- Problem statement: The word "Sousa" occurs in some of the lines below; copy each of those lines.

-- Input follows --

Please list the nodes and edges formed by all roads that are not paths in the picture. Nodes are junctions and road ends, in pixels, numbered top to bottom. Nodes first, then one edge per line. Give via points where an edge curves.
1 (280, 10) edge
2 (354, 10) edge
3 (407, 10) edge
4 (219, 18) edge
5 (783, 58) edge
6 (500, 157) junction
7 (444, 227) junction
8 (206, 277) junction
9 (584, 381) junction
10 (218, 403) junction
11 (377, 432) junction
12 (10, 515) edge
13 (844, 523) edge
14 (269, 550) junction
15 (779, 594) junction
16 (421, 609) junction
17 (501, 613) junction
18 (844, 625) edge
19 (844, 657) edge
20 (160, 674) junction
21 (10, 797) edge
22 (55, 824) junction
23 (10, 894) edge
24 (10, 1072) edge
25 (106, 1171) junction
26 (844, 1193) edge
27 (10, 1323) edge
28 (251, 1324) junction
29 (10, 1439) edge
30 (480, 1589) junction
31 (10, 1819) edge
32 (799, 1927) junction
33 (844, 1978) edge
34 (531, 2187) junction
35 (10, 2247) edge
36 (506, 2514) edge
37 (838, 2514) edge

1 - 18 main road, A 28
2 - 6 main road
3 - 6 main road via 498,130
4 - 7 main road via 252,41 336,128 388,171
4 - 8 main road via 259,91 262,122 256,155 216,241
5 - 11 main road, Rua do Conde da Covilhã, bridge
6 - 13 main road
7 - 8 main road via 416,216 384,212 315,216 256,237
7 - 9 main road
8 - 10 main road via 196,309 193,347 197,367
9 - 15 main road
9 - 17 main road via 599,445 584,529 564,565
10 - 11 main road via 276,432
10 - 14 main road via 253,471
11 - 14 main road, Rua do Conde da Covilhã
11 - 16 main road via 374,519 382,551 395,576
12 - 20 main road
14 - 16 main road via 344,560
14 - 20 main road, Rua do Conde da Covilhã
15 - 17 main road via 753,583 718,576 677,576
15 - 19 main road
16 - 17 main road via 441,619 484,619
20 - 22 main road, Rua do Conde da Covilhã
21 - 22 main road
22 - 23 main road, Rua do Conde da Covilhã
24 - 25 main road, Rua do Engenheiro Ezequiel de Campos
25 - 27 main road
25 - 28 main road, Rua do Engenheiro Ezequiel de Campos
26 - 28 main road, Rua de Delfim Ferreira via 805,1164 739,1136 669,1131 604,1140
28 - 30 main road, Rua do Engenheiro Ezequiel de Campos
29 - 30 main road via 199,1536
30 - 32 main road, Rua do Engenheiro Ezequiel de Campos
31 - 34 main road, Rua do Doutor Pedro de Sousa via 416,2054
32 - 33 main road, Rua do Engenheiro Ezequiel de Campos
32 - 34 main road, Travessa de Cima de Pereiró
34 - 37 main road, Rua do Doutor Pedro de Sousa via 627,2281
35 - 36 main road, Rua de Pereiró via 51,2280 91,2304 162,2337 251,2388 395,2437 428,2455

-- Input concluded --

- Written solution:
31 - 34 main road, Rua do Doutor Pedro de Sousa via 416,2054
34 - 37 main road, Rua do Doutor Pedro de Sousa via 627,2281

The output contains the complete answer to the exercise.